In an image binary classification problem, I’ve got an unbalanced dataset (10 000 positives for 200 000 negatives).
The metric I want to optimize is Precision : I need positive to be mostly true positive when an image is predicted as positive.
So as expected If I equally randomly split my train dataset (5000 POS / 5000 NEG) I got acceptable precision on an equally splitted test dataset (70%) but very poor on a REAL unbalanced dataset (24%).
How do i train my model for high precision with pytorch ?
Today i am using this optimizer :
criterion = nn.CrossEntropyLoss()
optimizer = optim.SGD(net.parameters(), lr=0.001, momentum=0.9)
Thanks all for your help,
Hey! Did you solve the issue after all? I’m struggling with the same thing at the moment
You have data imbalance problem, to alleviate that, You can,
- Use weighted Cross Entropy loss.

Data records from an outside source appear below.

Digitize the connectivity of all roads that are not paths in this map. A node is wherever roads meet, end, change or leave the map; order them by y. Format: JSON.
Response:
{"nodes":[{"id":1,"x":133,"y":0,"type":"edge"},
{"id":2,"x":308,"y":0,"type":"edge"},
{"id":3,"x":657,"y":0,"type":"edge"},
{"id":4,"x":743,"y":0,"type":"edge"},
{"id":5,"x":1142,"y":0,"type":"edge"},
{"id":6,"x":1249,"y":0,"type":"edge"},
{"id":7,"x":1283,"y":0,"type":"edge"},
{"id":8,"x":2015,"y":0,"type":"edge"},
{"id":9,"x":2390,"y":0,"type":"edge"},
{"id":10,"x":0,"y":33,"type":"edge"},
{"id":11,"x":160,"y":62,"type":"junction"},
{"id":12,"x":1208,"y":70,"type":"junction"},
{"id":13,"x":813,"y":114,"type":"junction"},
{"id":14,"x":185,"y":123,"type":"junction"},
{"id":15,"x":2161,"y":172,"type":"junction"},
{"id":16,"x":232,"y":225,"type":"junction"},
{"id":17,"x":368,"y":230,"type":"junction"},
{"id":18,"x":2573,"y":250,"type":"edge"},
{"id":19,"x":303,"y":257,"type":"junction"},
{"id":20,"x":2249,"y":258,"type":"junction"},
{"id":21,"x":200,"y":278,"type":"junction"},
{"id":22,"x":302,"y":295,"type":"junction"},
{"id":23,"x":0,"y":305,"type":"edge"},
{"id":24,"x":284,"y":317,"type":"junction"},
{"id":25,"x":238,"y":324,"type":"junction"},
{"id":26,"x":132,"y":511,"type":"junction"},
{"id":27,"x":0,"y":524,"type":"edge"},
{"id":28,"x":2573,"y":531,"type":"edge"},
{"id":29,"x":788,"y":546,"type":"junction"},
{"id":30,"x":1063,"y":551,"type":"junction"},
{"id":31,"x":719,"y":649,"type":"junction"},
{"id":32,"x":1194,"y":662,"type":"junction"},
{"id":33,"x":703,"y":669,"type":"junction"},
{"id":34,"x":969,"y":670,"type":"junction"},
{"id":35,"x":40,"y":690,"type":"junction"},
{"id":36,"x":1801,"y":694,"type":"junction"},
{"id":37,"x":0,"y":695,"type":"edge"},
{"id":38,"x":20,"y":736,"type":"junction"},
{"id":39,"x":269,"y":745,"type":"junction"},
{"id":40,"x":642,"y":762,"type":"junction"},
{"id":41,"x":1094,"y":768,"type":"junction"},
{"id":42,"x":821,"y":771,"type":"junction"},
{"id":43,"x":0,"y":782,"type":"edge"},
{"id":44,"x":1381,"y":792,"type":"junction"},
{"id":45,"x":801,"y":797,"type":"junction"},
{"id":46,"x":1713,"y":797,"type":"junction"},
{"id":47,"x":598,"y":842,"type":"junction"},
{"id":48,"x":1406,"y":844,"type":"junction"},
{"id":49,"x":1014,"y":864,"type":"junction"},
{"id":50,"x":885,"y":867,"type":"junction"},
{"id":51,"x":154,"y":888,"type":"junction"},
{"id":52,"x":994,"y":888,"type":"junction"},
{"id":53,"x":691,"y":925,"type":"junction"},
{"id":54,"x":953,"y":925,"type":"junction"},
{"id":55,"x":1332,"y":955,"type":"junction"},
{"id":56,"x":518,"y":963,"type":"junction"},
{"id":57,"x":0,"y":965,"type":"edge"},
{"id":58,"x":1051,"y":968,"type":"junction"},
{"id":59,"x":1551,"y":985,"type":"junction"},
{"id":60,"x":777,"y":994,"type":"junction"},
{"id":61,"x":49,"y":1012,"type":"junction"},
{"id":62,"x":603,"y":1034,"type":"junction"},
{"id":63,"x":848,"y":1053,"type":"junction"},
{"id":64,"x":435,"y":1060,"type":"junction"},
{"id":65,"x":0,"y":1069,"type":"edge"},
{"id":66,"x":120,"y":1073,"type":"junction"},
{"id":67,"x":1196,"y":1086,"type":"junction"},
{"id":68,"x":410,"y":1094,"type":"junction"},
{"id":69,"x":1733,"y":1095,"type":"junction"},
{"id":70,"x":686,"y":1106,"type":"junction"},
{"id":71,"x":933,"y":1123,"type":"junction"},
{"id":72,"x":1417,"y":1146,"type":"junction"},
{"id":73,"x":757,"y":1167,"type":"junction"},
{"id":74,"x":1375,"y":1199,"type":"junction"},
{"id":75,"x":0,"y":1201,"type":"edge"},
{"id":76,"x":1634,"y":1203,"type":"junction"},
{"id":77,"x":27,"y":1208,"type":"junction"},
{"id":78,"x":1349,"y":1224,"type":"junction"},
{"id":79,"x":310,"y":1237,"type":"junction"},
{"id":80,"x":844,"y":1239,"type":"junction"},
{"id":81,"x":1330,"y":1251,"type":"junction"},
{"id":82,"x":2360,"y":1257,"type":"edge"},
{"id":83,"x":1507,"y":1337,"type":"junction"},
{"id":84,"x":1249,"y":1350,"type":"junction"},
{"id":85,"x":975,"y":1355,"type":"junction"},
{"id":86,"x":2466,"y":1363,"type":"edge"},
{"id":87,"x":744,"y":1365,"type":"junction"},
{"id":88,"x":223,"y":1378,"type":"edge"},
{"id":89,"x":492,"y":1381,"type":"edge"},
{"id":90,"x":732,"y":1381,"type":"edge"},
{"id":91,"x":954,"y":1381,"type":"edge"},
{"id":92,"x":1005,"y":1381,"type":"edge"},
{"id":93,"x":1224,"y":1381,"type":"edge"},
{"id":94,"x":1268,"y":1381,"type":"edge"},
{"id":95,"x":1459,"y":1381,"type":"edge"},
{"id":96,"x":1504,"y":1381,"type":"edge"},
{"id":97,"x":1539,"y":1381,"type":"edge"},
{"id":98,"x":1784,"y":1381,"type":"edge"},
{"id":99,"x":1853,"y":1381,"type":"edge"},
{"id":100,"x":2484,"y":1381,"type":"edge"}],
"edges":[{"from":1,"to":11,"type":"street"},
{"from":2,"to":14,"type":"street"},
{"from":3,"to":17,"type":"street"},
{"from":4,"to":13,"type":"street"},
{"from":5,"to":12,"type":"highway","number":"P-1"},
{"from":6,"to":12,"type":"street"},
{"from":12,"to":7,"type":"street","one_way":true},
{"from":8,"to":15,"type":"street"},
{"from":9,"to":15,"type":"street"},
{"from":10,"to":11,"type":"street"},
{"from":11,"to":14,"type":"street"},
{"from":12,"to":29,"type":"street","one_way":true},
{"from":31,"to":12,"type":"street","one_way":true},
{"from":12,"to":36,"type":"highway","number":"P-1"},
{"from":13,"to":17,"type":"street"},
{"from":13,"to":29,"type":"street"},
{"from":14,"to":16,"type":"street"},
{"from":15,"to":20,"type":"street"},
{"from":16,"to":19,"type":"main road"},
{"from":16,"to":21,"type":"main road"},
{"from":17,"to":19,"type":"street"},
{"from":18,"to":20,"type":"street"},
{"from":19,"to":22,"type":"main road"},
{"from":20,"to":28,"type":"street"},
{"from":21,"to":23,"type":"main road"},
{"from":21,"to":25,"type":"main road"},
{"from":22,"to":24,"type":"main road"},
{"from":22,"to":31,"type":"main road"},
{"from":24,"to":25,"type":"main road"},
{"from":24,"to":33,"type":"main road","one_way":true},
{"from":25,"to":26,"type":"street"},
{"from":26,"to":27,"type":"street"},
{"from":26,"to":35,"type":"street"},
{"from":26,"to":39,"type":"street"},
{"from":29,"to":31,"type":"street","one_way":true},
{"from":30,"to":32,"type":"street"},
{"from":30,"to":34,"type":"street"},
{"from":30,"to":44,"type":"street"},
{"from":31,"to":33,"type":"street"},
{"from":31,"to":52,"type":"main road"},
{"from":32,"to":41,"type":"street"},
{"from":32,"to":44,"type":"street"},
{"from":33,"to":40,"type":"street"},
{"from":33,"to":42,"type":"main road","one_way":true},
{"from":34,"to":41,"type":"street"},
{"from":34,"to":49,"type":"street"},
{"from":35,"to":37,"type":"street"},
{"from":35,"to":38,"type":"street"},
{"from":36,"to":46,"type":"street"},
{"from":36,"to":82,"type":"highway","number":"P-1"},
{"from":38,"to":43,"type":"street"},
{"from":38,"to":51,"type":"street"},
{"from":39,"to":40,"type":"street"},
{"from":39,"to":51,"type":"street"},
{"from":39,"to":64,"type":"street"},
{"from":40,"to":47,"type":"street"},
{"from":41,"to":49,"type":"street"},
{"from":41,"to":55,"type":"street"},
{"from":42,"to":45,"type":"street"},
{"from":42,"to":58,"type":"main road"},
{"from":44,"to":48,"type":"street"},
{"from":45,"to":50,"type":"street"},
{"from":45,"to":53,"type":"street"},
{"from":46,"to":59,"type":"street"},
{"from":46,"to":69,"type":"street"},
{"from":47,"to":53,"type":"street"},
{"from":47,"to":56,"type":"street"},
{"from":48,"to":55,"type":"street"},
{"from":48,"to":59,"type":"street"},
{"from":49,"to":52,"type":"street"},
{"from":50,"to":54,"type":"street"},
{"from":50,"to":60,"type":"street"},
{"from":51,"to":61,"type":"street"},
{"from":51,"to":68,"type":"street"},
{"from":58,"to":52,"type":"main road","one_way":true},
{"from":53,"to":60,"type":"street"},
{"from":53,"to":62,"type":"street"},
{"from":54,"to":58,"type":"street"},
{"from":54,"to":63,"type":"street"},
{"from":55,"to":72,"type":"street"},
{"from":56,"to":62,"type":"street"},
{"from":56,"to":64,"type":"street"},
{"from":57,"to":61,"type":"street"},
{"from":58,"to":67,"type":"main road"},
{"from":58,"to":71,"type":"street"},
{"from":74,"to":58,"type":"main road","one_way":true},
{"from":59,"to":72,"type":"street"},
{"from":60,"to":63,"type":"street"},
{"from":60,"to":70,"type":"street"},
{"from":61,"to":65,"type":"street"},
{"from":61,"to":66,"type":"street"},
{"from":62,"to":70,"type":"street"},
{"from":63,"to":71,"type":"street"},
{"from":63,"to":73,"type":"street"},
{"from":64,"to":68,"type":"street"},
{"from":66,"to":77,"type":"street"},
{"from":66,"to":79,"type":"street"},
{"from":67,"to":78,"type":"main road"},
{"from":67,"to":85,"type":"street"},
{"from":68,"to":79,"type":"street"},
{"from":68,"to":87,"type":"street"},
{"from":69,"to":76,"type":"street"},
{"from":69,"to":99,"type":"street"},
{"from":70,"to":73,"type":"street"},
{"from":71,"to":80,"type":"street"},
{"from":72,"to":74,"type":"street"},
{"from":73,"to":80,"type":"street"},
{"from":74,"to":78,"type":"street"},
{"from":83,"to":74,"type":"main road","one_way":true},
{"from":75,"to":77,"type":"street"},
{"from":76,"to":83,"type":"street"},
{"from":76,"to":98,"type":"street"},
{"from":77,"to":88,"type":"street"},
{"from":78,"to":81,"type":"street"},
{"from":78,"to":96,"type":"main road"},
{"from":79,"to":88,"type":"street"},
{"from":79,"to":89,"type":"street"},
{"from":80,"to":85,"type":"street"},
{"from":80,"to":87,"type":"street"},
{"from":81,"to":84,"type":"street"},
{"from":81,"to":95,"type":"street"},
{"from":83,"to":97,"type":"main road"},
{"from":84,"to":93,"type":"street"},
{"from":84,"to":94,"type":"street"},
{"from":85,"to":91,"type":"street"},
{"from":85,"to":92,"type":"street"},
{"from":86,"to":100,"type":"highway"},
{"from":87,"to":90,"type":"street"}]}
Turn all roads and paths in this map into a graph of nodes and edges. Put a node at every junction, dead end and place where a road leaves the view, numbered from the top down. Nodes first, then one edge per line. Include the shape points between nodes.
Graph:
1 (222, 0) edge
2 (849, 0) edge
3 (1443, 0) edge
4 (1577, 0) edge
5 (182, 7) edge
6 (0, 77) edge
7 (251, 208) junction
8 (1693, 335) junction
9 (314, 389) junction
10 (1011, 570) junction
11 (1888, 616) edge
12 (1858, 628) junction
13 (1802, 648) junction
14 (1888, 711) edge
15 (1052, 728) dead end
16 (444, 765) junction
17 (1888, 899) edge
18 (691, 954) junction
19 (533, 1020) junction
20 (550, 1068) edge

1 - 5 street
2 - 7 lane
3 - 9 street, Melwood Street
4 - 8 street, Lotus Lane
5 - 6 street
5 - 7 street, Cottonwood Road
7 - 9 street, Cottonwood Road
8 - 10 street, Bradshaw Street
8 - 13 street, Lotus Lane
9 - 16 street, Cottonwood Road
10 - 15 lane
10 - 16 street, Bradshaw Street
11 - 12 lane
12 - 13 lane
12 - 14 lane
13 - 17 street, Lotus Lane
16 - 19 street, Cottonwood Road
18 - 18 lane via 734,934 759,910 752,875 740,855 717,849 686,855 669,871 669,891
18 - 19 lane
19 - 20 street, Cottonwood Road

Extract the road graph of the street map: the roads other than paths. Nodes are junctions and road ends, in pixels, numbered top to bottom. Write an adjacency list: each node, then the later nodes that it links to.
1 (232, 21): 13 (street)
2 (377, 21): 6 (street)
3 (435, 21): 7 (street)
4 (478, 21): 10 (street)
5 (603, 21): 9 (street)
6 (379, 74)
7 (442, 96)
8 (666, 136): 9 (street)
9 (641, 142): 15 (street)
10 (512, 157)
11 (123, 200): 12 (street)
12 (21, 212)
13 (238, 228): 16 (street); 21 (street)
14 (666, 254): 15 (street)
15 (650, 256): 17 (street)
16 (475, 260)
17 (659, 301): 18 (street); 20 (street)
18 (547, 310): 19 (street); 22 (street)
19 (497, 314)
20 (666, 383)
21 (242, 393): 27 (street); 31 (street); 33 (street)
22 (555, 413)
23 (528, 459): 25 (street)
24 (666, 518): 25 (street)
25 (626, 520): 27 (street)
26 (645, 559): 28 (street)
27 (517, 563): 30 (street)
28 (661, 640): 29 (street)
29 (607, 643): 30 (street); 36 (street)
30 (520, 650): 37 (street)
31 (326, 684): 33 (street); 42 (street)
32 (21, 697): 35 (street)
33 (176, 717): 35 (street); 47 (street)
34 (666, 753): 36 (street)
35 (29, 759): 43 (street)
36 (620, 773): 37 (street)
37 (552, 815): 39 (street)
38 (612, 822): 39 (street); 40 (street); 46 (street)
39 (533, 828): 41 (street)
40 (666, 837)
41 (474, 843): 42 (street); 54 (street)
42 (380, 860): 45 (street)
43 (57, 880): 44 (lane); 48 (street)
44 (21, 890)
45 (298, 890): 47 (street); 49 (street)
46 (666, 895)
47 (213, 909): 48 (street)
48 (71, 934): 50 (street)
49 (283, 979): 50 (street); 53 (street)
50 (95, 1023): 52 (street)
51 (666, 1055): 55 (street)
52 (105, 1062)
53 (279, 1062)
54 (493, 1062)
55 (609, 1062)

Or
- Use WeightedRandomSampler() , see this post for more clarification.
After that you can experiment with different optimizers, and learning rates by using learning rate schedulers.
Thank you for your reply!
Would you mind clarifying the difference between WeightedRandomSampling and over-/under-sampling in training when it comes to imbalanced inference?
As for the Focal Loss suggestion, I am not sure why it helps mitigate the issue when transferring from train to test, but I am definitely going to try it since I have not yet experimented with it. Thanks!
WeightedRandomSampler(WRS) is used when you don’t want to or can’t under-/over-sample your dataset. This blog explains WRS really well, would recommend checking it out.
When you assign class-weights to Cross Entropy Loss / BCELoss, every time your model makes an incorrect prediction, the loss is multiplied with the given class-weight. So ultimately, the model will push itself to learn meaningful representations of the minority class to minimize the loss. This works adequately 90% of the time.
For example: If you have two classes: Dog(2000 images), and Cat(100 images). If you define your loss as:
BCELoss(weights = Tensor([1.0 , 20.0]))
every time your model predicts cat image as a dog image while training, the loss will be multipled by 20.0, so to minimize the loss, model has to learn the meaningful representations of cat. Hence, you’ll get a better accuracy and precision.
But, still, over-sampling your dataset properly is the best option if you want better overall performance.
Hope it helps!